Conservation Movement 
In the 1870s, the threat to Converse Basin motivated conservationists to take action. Colonel George W. Stewart, a newspaper publisher and editor, played a crucial role in linking local efforts to preserve giant sequoias to the national conservation movement. As a result, Sequoia, General Grant, and Yosemite National Parks were established in 1890.  However, federal protection for the Converse Basin Grove came too late. The area did not receive federal protected from logging until it was designated as part of Sequoia National Monument through a presidential proclamation by Bill Clinton in April 2000.

Environmental Impact 
The logging of giant sequoias in Converse Basin resulted in the collapse of the old-growth forest ecosystem needed to sustain them. In 1915, Henry Seidel Canby wrote evocatively of the destruction in Harper's Monthly.  

It lay, a great bowl, open and near the sky, views down from its southern rim to the great plain, an edge of forest cresting it to the north.  All within was a vast and lonely cemetery.  A stream wound among broken trunks, torn roots, and whitened slabs of lumber, through the midst of the grassy valley. Above the thin turf rose weathered pines or clumps of feathery sequoia, like Italian cypresses, and beneath and beside them, at decorous intervals, were the great tombs of the dead sequoia. 

They were only stumps, but in that melancholy landscape stumps like these had power over the imagination.  The bark had long since gone from them, but the wood held firm and fast.  Ten feet, fifteen feet, twenty feet, they rose above the ground, and two of us could lie head-to-head upon the tops as we pored over their thousand years of rings. 

Twenty years had brought back beauty to this wasted valley, though beauty of a strange and melancholy sort.

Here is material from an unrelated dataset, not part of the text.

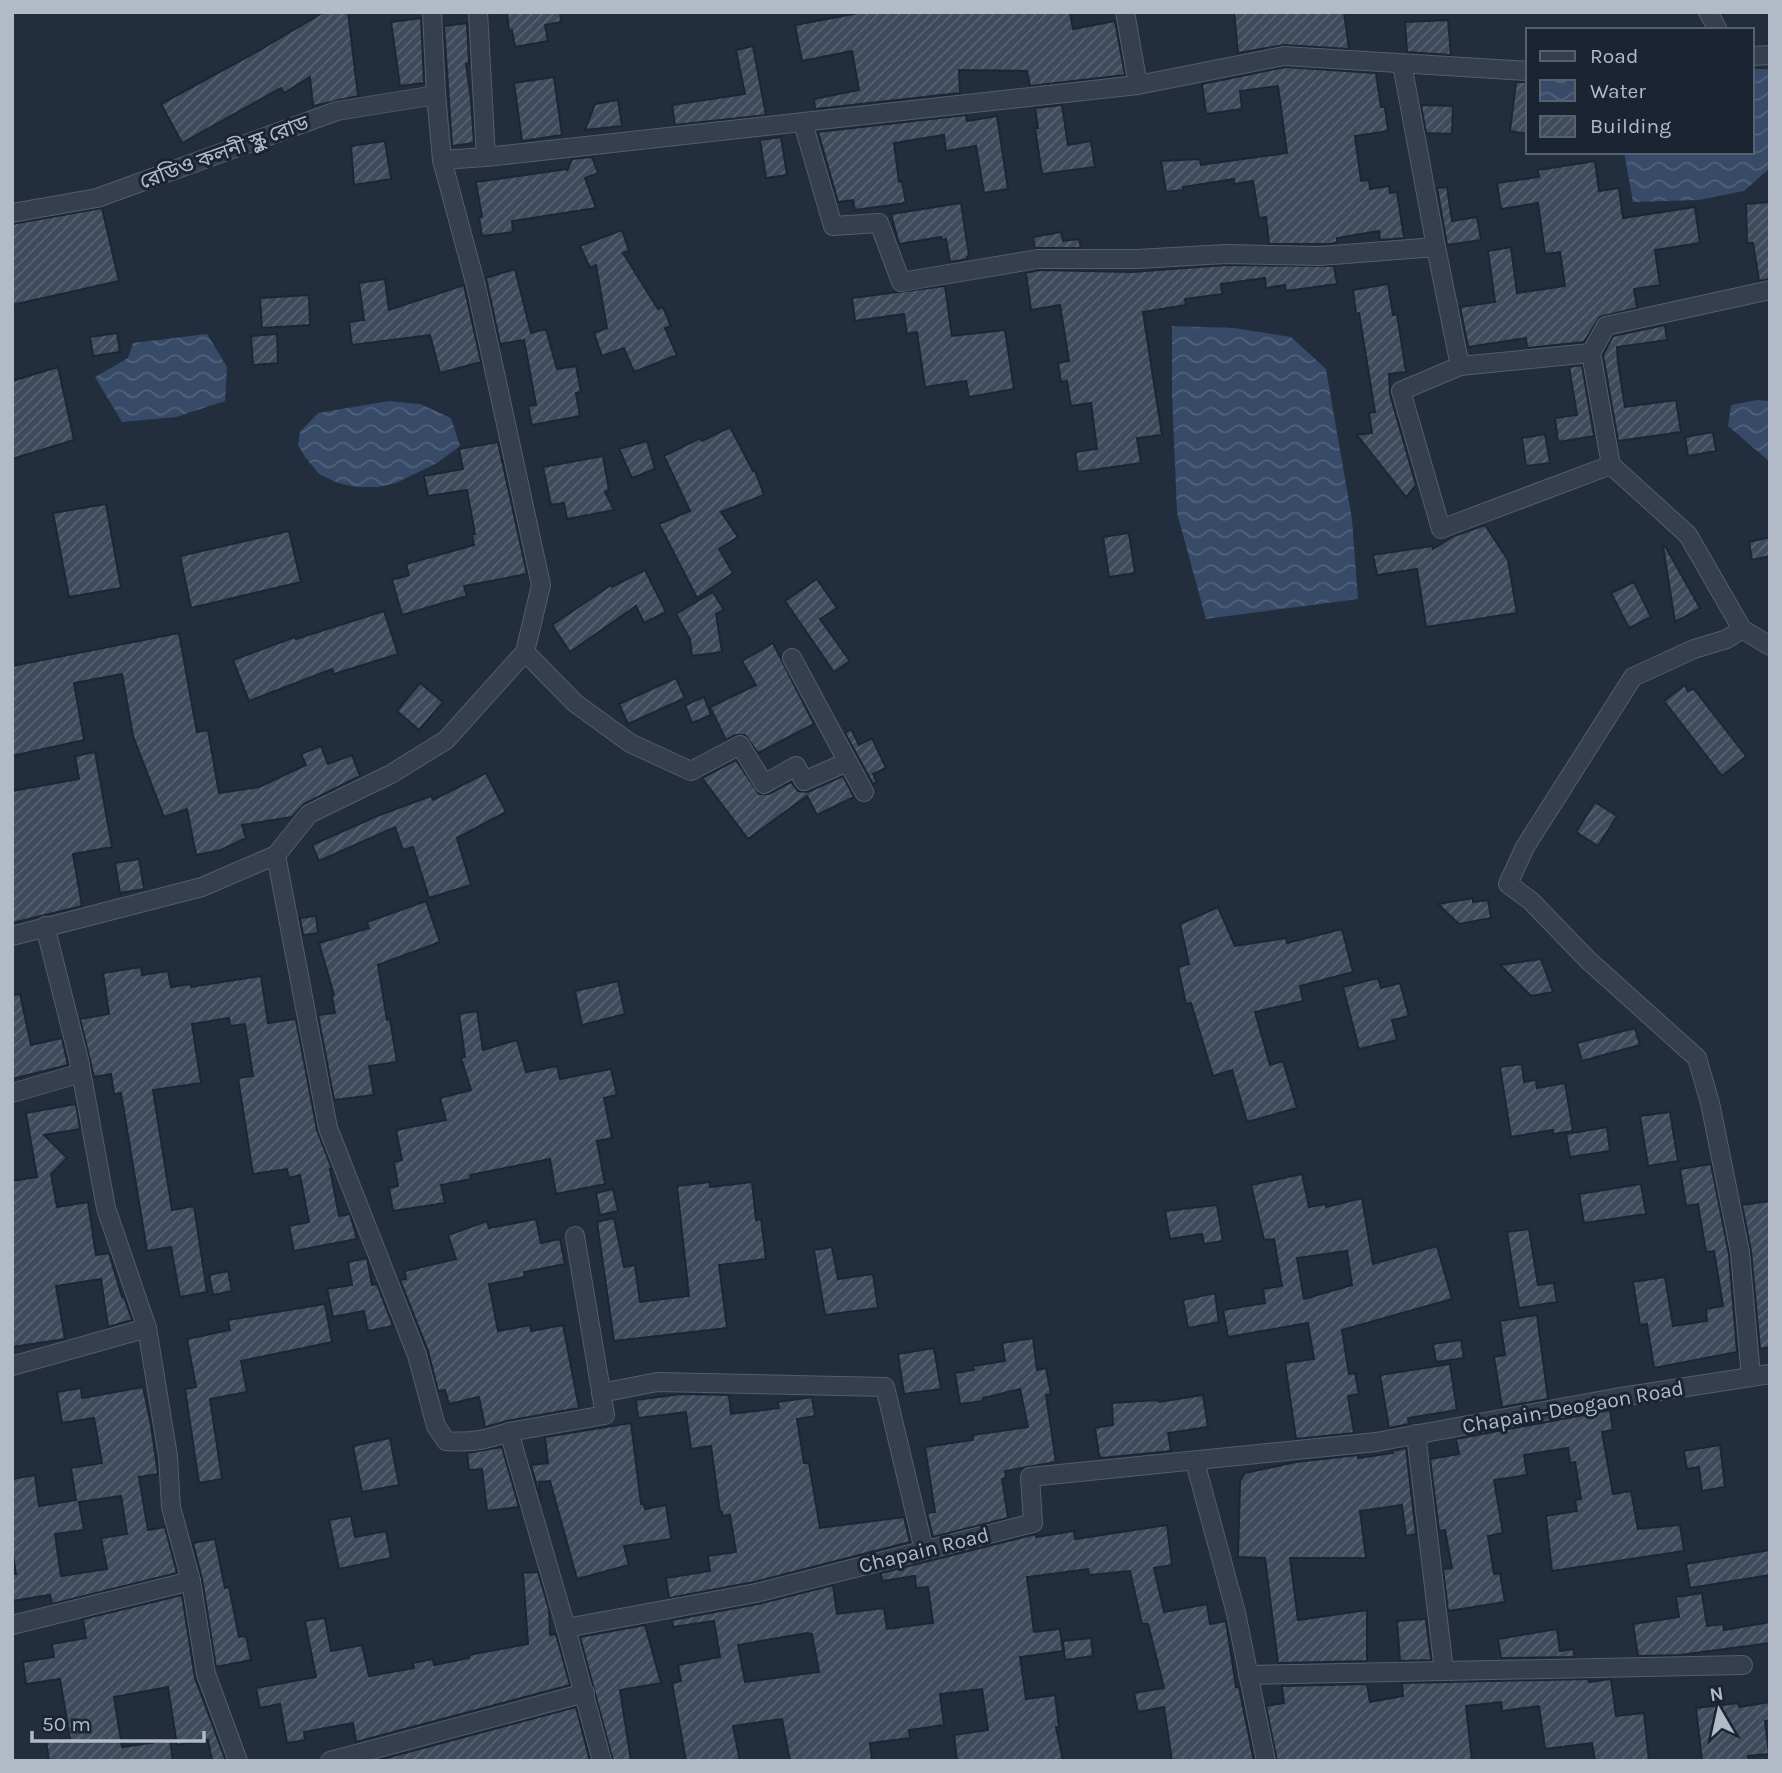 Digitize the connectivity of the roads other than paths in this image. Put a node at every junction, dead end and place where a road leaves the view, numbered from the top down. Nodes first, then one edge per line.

Flowers were everywhere, most of all where the little stream at intervals drew over its ripples a canopy of pink azalea, now in fullest bloom.  But the forest had gone. An indiscriminate slaughter had let in the sun, its enemy; had dried the springs, which were its lifeblood; and such tearing and ripping as we had seen at Hume had rendered the soil, its mother, unfit except for barren grass. A few lonely redwoods, spared out of wantonness, had done their best to plant the spaces, but the younglings near them could only patch the ground; the pines and firs had well-nigh given up the struggle. Ranging cattle were more than a match for Nature and her seedling trees. In the great stumps themselves, in blocks and fragments scattered over the soil, in the logs which choked the streams, was more dead and wasted lumber than a forester could hope to grow on so many acres in a hundred years. The story of the Appalachians was being told again, and more loudly.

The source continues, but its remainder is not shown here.